- **Exercise description**: Set down the entries exactly. No line may differ from its source.

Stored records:
◇ ◇ ◇ ◇ ◇
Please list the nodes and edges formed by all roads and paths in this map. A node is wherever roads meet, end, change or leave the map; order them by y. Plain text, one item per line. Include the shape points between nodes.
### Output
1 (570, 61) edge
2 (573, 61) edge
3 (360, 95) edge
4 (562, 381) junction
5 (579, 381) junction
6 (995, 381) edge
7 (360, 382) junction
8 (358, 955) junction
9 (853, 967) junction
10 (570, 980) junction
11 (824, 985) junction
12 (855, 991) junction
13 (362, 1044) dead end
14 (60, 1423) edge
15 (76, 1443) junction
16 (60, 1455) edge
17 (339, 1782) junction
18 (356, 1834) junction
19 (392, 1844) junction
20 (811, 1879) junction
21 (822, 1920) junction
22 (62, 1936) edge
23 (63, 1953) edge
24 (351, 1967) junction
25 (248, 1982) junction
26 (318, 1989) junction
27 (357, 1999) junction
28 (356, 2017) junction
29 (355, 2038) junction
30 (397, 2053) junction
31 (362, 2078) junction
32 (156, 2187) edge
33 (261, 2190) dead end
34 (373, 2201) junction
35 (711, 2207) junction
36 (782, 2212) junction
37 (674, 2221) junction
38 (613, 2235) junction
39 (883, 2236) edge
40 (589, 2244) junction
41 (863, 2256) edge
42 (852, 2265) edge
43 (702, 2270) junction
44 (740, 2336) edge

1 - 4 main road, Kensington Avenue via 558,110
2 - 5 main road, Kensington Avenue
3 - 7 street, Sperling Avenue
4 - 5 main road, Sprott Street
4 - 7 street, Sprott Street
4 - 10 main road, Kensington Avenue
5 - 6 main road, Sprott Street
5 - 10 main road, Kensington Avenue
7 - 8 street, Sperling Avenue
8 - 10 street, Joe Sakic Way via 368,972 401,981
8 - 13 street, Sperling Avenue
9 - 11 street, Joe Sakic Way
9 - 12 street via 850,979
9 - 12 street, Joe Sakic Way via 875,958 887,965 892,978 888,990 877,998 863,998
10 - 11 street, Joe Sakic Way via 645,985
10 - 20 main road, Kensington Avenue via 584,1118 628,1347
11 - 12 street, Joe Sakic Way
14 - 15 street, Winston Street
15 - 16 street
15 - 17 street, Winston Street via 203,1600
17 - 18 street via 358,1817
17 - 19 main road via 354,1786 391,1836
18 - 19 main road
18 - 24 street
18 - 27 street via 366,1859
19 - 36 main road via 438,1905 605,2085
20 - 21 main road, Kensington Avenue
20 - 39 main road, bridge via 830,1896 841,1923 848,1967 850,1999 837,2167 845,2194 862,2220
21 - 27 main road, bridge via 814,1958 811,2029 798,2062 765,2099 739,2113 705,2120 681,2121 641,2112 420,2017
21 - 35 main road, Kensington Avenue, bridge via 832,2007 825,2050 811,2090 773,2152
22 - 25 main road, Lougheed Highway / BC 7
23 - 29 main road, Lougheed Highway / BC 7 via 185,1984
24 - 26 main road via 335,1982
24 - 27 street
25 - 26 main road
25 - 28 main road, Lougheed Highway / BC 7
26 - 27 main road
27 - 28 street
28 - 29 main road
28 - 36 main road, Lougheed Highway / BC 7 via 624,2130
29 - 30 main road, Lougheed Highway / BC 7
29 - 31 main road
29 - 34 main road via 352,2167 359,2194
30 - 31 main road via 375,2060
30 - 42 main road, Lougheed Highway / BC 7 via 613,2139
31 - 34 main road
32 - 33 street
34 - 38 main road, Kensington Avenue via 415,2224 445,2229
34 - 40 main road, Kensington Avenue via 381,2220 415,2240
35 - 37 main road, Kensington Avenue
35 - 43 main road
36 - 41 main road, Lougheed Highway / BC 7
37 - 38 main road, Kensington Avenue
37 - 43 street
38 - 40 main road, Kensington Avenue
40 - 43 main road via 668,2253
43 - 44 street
◇ ◇ ◇ ◇ ◇
- **Response below**:
Please list the nodes and edges formed by all roads and paths in this map. A node is wherever roads meet, end, change or leave the map; order them by y. Plain text, one item per line. Include the shape points between nodes.
### Output
1 (570, 61) edge
2 (573, 61) edge
3 (360, 95) edge
4 (562, 381) junction
5 (579, 381) junction
6 (995, 381) edge
7 (360, 382) junction
8 (358, 955) junction
9 (853, 967) junction
10 (570, 980) junction
11 (824, 985) junction
12 (855, 991) junction
13 (362, 1044) dead end
14 (60, 1423) edge
15 (76, 1443) junction
16 (60, 1455) edge
17 (339, 1782) junction
18 (356, 1834) junction
19 (392, 1844) junction
20 (811, 1879) junction
21 (822, 1920) junction
22 (62, 1936) edge
23 (63, 1953) edge
24 (351, 1967) junction
25 (248, 1982) junction
26 (318, 1989) junction
27 (357, 1999) junction
28 (356, 2017) junction
29 (355, 2038) junction
30 (397, 2053) junction
31 (362, 2078) junction
32 (156, 2187) edge
33 (261, 2190) dead end
34 (373, 2201) junction
35 (711, 2207) junction
36 (782, 2212) junction
37 (674, 2221) junction
38 (613, 2235) junction
39 (883, 2236) edge
40 (589, 2244) junction
41 (863, 2256) edge
42 (852, 2265) edge
43 (702, 2270) junction
44 (740, 2336) edge

1 - 4 main road, Kensington Avenue via 558,110
2 - 5 main road, Kensington Avenue
3 - 7 street, Sperling Avenue
4 - 5 main road, Sprott Street
4 - 7 street, Sprott Street
4 - 10 main road, Kensington Avenue
5 - 6 main road, Sprott Street
5 - 10 main road, Kensington Avenue
7 - 8 street, Sperling Avenue
8 - 10 street, Joe Sakic Way via 368,972 401,981
8 - 13 street, Sperling Avenue
9 - 11 street, Joe Sakic Way
9 - 12 street via 850,979
9 - 12 street, Joe Sakic Way via 875,958 887,965 892,978 888,990 877,998 863,998
10 - 11 street, Joe Sakic Way via 645,985
10 - 20 main road, Kensington Avenue via 584,1118 628,1347
11 - 12 street, Joe Sakic Way
14 - 15 street, Winston Street
15 - 16 street
15 - 17 street, Winston Street via 203,1600
17 - 18 street via 358,1817
17 - 19 main road via 354,1786 391,1836
18 - 19 main road
18 - 24 street
18 - 27 street via 366,1859
19 - 36 main road via 438,1905 605,2085
20 - 21 main road, Kensington Avenue
20 - 39 main road, bridge via 830,1896 841,1923 848,1967 850,1999 837,2167 845,2194 862,2220
21 - 27 main road, bridge via 814,1958 811,2029 798,2062 765,2099 739,2113 705,2120 681,2121 641,2112 420,2017
21 - 35 main road, Kensington Avenue, bridge via 832,2007 825,2050 811,2090 773,2152
22 - 25 main road, Lougheed Highway / BC 7
23 - 29 main road, Lougheed Highway / BC 7 via 185,1984
24 - 26 main road via 335,1982
24 - 27 street
25 - 26 main road
25 - 28 main road, Lougheed Highway / BC 7
26 - 27 main road
27 - 28 street
28 - 29 main road
28 - 36 main road, Lougheed Highway / BC 7 via 624,2130
29 - 30 main road, Lougheed Highway / BC 7
29 - 31 main road
29 - 34 main road via 352,2167 359,2194
30 - 31 main road via 375,2060
30 - 42 main road, Lougheed Highway / BC 7 via 613,2139
31 - 34 main road
32 - 33 street
34 - 38 main road, Kensington Avenue via 415,2224 445,2229
34 - 40 main road, Kensington Avenue via 381,2220 415,2240
35 - 37 main road, Kensington Avenue
35 - 43 main road
36 - 41 main road, Lougheed Highway / BC 7
37 - 38 main road, Kensington Avenue
37 - 43 street
38 - 40 main road, Kensington Avenue
40 - 43 main road via 668,2253
43 - 44 street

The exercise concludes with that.